WORK INSTRUCTION> Search the entries for the word "highway". Copy each line in which it is found.

SUPPLIED DATA>
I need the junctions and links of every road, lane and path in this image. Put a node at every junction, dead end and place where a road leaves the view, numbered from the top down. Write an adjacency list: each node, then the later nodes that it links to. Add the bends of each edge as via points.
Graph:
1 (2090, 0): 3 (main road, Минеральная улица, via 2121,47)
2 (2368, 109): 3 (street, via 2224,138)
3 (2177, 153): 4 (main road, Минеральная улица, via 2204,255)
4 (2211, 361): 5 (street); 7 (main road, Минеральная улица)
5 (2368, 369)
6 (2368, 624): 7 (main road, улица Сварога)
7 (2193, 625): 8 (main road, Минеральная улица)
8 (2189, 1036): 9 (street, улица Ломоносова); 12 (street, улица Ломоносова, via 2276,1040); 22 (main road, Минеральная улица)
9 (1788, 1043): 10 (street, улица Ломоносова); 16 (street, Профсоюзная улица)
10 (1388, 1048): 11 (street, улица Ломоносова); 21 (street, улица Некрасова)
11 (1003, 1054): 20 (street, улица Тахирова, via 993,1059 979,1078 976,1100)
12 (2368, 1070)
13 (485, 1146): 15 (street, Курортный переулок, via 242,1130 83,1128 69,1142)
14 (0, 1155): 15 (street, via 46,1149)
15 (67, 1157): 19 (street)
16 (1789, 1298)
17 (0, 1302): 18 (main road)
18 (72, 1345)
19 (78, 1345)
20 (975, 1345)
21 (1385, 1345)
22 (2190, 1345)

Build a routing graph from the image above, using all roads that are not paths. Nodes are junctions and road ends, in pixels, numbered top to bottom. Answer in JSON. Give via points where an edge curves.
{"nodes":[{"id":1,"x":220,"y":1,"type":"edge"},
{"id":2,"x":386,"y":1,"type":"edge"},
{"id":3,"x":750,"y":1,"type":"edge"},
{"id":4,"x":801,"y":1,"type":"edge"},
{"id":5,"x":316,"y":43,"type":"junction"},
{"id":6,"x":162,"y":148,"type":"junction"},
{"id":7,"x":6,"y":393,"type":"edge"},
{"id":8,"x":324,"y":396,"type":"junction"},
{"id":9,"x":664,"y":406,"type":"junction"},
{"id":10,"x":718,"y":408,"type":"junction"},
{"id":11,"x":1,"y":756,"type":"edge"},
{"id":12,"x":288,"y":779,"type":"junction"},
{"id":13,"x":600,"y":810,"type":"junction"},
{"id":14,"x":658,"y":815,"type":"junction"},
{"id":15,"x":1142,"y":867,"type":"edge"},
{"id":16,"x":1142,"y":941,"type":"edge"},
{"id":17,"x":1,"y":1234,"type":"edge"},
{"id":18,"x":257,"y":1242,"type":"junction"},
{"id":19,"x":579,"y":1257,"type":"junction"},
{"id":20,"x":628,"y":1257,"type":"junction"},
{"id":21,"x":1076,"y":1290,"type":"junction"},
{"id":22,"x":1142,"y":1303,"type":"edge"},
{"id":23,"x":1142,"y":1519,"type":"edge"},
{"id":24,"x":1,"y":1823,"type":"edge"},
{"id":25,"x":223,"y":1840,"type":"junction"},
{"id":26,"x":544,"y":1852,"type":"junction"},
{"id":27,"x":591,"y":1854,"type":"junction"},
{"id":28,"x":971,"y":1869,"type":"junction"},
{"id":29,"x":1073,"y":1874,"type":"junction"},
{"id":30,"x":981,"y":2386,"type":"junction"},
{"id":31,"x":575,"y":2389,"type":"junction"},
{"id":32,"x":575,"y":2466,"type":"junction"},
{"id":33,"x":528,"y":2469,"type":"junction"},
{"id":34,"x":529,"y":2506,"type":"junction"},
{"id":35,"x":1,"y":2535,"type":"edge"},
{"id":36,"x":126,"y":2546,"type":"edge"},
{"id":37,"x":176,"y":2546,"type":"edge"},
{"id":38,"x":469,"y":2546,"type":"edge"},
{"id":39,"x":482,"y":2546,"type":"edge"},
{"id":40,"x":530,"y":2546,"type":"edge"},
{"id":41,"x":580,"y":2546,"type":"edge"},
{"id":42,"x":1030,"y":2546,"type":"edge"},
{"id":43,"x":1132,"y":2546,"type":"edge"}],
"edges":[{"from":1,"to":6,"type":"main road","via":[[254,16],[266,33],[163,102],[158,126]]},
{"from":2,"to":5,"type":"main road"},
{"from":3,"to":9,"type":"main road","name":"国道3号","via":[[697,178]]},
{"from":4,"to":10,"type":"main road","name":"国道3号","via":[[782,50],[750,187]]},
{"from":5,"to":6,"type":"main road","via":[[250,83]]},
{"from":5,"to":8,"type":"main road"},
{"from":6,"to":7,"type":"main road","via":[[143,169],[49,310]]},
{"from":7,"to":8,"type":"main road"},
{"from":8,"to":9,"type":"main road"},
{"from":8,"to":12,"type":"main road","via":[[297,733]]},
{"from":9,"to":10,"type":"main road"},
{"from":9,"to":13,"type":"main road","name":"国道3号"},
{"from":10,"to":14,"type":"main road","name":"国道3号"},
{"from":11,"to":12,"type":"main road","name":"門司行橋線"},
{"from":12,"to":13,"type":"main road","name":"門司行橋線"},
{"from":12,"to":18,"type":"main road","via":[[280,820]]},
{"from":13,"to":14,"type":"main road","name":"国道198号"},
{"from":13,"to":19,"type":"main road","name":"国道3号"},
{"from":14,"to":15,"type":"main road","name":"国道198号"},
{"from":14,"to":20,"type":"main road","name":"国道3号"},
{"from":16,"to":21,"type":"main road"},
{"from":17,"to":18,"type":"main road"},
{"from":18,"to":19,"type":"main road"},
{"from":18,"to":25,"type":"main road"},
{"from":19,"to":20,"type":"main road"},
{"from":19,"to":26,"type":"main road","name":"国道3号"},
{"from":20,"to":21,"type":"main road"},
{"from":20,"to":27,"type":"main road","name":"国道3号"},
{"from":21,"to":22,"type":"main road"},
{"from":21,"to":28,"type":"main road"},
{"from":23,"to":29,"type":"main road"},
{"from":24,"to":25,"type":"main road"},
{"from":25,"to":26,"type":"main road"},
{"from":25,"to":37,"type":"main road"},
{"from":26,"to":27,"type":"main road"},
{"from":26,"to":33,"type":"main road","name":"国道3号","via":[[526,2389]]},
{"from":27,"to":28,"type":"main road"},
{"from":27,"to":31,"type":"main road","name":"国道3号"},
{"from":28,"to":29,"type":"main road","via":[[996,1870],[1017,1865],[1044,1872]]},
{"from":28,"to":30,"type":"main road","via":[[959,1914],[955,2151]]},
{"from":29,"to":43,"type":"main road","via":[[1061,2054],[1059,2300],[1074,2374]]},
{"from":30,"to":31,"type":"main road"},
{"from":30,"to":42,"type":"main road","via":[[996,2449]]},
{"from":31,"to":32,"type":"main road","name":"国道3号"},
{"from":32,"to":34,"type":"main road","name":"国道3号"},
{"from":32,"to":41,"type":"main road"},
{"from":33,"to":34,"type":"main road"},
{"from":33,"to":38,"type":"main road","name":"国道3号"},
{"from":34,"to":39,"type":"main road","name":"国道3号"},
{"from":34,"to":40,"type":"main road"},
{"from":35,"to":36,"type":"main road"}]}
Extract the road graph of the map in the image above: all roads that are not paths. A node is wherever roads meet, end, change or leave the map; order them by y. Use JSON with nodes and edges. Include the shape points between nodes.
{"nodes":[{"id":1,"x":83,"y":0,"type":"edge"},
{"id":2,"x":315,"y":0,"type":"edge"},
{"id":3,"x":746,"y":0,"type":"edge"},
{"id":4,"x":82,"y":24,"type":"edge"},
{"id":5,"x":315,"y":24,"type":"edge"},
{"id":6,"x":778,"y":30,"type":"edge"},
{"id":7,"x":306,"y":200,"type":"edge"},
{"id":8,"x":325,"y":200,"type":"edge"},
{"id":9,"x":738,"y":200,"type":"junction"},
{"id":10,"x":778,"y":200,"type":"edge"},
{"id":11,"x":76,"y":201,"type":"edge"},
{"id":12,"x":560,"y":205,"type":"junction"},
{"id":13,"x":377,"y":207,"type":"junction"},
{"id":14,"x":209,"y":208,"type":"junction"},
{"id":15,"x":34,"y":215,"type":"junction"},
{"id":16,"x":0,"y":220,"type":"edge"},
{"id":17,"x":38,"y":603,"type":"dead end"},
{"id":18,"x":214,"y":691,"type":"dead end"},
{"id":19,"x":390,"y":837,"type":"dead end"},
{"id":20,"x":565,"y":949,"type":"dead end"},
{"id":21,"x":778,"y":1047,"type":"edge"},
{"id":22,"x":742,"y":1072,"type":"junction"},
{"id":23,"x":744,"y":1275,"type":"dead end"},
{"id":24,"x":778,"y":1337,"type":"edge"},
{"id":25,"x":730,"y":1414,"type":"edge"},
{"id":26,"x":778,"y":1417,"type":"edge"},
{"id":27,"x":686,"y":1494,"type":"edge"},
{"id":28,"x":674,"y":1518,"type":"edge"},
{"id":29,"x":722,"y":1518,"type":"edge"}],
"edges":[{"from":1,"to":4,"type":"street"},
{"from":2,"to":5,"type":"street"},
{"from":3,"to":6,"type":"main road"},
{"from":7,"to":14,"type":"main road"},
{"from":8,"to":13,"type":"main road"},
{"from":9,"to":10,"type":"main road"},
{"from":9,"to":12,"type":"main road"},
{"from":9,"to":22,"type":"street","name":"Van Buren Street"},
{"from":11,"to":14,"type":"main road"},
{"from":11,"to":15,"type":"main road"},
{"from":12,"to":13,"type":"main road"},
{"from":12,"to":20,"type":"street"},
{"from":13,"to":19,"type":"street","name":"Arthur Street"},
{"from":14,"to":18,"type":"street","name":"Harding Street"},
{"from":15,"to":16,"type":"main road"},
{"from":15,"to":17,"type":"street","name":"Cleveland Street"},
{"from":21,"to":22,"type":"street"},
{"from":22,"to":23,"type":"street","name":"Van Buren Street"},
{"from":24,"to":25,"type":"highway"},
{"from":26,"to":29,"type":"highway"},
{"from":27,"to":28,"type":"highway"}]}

SOLUTION FOR THIS EXERCISE>
{"from":24,"to":25,"type":"highway"},
{"from":26,"to":29,"type":"highway"},
{"from":27,"to":28,"type":"highway"}]}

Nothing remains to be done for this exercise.